Please work out how many lines in the entries below include the string "highway", and reply with the number alone.

========

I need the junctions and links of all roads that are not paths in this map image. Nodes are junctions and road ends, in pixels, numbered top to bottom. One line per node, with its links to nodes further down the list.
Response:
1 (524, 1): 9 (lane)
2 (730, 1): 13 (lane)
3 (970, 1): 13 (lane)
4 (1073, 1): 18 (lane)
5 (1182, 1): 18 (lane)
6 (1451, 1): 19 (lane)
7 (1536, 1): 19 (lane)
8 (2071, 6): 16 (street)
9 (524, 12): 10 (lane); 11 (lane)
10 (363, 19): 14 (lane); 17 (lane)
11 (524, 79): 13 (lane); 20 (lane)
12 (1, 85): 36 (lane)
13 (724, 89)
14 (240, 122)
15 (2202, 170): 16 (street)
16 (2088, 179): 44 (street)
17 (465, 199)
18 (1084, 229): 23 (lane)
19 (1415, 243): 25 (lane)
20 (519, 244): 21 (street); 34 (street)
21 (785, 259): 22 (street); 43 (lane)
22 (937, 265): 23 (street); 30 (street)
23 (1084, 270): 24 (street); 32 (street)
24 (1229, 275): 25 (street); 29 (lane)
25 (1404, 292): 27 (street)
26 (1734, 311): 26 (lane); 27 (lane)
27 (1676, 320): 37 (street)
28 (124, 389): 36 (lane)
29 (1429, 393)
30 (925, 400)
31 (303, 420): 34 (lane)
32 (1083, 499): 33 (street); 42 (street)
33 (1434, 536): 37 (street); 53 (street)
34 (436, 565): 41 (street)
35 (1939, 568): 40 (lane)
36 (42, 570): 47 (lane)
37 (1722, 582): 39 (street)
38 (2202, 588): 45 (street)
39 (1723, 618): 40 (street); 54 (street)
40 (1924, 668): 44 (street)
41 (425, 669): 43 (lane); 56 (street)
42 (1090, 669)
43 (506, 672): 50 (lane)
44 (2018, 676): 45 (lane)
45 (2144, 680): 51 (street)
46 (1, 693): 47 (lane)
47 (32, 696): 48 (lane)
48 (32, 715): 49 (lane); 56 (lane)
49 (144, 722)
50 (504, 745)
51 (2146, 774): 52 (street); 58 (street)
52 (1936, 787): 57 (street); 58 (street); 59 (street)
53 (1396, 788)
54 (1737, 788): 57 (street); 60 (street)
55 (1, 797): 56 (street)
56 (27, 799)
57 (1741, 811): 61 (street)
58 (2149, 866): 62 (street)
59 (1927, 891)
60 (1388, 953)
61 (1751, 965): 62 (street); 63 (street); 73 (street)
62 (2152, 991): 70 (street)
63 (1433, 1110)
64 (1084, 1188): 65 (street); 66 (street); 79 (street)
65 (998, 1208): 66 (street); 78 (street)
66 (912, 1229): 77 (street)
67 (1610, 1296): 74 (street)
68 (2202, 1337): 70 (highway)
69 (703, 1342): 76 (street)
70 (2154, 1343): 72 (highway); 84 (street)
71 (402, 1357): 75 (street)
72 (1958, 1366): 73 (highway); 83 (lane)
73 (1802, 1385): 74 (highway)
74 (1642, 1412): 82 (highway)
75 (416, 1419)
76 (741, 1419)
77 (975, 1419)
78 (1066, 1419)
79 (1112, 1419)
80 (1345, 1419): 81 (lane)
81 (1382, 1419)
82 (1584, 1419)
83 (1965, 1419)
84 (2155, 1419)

========

→ Written reply: 5